Berlin Kunst
Berlin

Interview with Sara Rahmanian

Sara Rahmanian (b.1993, Tehran, Iran) is a multidisciplinary artist fascinated by everyday objects and the absurdity of contemporary life. She uses painting to explore the imaginative gaps between reality and perception. She paints on canvas.
Interview with Sara Rahmanian
Artist. Sara Rahmanian

She draws from first-person perspectives, defamiliarizing the mundane to invite a heightened sense of contemplation about our surroundings. Painting is her go-to medium for playing hide and seek with objects and time, but more often than not, the process surprises her. She is graduated 2021 from Yale school of Art in painting and printmaking.

Tell me about your work in general – what themes are you interested in?
In general my recent paintings on canvas are about time and space in relation to my body and my mundane belongings within my limited surroundings. Through these limitations I try to conjure subjects that explore affect, time, and reflection (while trying to examine and criticize the deprivation of contemporary times and the limited nature of consumer goods). I use a roughly human-sized scale because it invites a kind of anthropomorphic subjectivity. These works invite viewers to reorient themselves in relation to their subject position.

Delicious,2022, Acrylic on canvas, 24.18 inches
Delicious, Acrylic on canvas, 24.18 inches, 2022

Where do you find inspiration?
Banal events, memories and objects. Random activity in this contemporary isolation and silence.Nothing. But, Before I start the painting, I am inspired by my personal history regarding my experience with diaspora. A major and fraught event in my life was moving from Tehran to New Haven in search of freedom. Since childhood, as a person outside of the United States you are often told that freedom exists elsewhere. But instead of these promised freedoms I ran into many limitations based on several factors when I came to the United States. So, I have turned my gaze towards my fragile and finite  surroundings to try and alchemically transform them into something else for myself and others in an effort to find that freedom. I try to extend my own personal narrative and my still life practice into something more universal. During the process of painting, I am always inspired by Farsi proverbs. They are idiosyncratic and sometimes they can beckon one to imagine a creature or an uncanny event. In my mind the ambiguous nature of these proverbs allows me to imagine something new, humorous, queer and creative. The function of proverbs is really interesting to me, for instance a glass is a familiar object, but we never question why we call a glass a glass. The world of Farsi proverbs is a polymorphic one, where anything can happen, and everything can turn into anything.

Sometimes I subconsciously realize that I am trying to portray a sentence or words in the middle or the end of a painting, like a hieroglyph.  

How would you describe your work?
Some of my paintings depict my eyelids. The paintings begin explicitly from my perspective. I make paintings of the walls of the house where I live in New Haven. They terminate at the end of my gaze which rests upon my phone and tablet, papers, wooden floors, asphalt and my shadow. My goal in painting is to defamiliarize the viewer with the subject and have them ask themselves how they define it outside of utility. I occasionally use bricolage in my work, to include the subject itself rather than just a depiction (including artificial teeth and my hair and …). 

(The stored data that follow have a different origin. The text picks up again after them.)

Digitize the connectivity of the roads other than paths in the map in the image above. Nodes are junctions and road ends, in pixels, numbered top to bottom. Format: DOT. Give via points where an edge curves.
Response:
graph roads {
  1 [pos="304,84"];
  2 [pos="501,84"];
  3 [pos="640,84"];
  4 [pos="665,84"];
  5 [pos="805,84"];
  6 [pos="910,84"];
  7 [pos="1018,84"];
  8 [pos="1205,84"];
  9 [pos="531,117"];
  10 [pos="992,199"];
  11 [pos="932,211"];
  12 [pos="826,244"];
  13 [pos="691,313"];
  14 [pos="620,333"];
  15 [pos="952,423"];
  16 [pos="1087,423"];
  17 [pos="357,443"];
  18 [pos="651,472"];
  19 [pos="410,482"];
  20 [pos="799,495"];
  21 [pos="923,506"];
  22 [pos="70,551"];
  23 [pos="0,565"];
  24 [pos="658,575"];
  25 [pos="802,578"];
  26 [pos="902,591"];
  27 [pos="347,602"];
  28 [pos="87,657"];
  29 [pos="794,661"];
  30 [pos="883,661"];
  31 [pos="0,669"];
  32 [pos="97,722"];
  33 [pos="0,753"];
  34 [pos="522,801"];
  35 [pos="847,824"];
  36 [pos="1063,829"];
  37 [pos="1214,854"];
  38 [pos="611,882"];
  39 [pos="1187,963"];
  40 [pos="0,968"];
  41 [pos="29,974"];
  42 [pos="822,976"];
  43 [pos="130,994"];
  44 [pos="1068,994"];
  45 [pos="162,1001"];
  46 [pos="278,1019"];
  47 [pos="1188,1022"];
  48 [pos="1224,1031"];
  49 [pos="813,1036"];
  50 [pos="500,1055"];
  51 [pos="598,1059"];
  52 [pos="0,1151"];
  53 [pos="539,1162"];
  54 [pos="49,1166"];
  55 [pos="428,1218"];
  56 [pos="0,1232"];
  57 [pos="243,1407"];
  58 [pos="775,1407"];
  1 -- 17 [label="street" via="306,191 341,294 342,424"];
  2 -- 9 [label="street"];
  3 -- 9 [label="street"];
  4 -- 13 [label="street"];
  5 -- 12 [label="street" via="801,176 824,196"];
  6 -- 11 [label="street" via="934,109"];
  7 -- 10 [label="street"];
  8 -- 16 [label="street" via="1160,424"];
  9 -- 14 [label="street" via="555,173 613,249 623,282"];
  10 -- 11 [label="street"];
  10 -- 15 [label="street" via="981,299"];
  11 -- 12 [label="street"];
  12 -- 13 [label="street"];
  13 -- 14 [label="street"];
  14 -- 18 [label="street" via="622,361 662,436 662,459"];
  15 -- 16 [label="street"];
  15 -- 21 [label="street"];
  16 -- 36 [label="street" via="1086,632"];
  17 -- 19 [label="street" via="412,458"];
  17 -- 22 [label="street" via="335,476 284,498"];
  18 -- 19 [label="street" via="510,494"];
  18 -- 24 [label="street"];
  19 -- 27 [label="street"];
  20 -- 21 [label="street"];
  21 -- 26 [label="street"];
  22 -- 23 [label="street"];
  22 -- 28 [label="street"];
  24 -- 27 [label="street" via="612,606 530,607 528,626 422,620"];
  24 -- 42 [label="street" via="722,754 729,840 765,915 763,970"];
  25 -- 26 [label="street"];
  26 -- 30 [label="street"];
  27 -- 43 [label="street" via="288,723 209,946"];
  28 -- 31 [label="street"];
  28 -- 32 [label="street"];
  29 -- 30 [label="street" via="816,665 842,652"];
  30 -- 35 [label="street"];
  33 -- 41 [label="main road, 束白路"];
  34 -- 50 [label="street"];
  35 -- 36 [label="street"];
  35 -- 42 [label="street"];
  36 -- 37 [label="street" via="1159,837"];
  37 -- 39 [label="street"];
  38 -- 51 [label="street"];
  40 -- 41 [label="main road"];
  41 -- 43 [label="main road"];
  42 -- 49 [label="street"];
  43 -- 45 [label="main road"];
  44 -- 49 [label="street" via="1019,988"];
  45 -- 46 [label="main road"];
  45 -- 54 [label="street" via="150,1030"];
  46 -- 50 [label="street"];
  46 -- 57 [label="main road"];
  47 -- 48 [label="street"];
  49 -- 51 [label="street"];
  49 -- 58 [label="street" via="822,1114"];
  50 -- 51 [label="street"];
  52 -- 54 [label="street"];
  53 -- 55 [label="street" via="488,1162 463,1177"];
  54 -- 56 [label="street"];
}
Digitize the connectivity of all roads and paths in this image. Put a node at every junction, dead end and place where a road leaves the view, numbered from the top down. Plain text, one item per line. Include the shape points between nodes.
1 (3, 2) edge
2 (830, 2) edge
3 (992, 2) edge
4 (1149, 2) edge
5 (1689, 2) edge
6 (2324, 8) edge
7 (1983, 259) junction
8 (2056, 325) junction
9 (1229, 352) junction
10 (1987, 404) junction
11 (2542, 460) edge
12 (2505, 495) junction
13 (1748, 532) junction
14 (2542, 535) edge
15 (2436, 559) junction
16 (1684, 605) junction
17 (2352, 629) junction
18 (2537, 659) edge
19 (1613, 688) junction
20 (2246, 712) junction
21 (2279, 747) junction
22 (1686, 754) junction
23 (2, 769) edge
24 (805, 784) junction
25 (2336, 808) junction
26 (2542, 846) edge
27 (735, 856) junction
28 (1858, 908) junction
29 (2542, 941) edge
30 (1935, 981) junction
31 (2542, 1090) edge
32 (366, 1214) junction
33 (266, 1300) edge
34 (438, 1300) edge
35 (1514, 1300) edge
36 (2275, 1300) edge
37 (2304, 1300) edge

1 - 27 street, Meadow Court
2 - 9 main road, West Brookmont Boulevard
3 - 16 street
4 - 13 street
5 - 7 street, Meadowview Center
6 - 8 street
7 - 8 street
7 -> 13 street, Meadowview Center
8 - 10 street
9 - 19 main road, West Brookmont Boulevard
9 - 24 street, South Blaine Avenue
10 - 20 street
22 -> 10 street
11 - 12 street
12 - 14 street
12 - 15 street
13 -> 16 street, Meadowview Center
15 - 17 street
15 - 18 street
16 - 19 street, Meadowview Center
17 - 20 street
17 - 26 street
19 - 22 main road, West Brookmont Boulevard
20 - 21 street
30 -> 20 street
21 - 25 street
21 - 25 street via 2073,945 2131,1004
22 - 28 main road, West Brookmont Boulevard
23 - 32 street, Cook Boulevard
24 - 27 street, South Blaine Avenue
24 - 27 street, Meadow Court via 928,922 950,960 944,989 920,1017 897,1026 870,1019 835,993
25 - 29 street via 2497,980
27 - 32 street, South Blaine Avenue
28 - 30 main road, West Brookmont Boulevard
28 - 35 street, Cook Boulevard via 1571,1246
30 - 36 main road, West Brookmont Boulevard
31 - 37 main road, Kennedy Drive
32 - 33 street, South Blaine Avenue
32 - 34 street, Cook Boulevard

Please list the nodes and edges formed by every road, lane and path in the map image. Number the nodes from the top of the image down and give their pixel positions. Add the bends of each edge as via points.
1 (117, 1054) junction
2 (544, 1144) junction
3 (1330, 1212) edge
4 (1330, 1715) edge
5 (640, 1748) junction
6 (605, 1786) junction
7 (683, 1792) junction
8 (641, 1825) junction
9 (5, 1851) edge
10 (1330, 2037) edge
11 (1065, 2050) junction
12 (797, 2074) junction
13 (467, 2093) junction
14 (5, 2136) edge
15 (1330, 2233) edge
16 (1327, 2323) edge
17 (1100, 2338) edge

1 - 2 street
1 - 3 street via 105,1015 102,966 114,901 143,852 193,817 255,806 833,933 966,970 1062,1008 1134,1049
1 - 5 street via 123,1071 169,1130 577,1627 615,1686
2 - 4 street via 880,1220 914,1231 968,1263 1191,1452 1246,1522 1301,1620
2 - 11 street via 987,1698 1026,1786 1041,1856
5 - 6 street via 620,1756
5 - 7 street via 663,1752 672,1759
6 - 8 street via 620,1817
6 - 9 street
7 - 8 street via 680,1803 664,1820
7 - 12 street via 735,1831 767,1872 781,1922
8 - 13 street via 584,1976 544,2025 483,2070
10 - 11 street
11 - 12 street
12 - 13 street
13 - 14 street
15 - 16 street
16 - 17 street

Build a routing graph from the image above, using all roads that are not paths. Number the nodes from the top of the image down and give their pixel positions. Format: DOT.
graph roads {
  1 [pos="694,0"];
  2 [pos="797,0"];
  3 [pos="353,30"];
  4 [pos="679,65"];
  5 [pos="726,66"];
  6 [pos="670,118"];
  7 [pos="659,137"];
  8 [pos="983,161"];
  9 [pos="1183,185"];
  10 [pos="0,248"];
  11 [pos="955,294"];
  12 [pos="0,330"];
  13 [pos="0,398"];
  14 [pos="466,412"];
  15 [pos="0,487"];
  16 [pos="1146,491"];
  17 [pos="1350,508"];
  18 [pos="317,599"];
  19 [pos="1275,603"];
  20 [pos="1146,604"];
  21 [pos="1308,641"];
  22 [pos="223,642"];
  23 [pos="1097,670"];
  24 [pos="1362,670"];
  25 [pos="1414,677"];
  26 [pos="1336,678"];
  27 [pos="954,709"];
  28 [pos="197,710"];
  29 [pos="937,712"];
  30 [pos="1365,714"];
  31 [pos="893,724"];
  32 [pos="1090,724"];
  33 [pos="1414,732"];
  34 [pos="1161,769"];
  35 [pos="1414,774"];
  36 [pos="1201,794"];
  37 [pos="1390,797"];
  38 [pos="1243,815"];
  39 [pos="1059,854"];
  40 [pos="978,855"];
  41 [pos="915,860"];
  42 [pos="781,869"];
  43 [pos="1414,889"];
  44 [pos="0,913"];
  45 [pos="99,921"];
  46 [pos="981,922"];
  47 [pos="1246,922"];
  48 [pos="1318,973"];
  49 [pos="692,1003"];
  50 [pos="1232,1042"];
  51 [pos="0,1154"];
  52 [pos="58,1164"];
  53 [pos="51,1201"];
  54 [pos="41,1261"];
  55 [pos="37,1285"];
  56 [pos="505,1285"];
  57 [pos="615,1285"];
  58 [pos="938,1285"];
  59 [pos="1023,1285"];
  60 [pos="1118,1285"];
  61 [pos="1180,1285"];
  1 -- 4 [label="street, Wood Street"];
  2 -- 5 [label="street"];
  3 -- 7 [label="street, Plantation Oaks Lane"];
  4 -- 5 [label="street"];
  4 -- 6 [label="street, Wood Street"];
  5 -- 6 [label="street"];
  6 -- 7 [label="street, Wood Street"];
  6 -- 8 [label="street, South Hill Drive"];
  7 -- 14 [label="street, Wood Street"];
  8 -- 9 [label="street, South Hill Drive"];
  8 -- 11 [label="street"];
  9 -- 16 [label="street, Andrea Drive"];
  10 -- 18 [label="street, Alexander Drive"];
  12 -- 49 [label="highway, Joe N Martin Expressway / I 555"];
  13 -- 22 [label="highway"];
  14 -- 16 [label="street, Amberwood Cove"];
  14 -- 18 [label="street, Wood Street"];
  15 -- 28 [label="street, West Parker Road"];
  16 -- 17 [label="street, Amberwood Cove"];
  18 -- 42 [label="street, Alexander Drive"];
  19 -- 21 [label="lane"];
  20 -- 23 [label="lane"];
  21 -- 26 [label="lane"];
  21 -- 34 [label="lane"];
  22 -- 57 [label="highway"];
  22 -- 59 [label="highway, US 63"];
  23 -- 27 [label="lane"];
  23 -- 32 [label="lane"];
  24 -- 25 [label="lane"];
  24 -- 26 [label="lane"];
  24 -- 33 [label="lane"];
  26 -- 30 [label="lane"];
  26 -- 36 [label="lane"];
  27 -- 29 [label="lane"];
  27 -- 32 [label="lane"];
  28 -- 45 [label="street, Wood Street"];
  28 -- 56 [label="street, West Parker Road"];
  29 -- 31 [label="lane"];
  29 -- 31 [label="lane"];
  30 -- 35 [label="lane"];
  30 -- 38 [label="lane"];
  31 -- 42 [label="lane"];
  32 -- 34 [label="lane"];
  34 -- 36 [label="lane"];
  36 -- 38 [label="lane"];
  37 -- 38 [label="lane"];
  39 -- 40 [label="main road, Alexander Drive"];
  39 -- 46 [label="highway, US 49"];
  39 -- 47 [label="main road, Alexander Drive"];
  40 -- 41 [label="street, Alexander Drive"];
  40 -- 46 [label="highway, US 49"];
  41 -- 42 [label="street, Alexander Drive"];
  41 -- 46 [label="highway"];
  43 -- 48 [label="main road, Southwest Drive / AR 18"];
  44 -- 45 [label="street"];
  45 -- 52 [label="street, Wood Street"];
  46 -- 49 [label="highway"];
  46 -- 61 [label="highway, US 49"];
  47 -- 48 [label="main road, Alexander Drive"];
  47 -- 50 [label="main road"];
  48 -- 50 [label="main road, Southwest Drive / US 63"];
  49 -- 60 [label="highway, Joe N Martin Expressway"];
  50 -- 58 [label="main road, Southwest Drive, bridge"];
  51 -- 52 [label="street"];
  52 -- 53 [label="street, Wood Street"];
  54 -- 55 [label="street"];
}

What techniques do you use?
I make anthropomorphically scaled canvases first, and then I begin to make acrylic figurative and abstract underpainting on them. I begin with studies of my surroundings and then repeatedly draft them until they grow into something more. After the initial draft is complete I begin to transfer it onto the canvas, at which point improvisation often takes over. Because I let the medium control the process, I oftentimes end up with something completely different from what was initially intended. This is the most exciting part of the process to me and I liken it to traveling.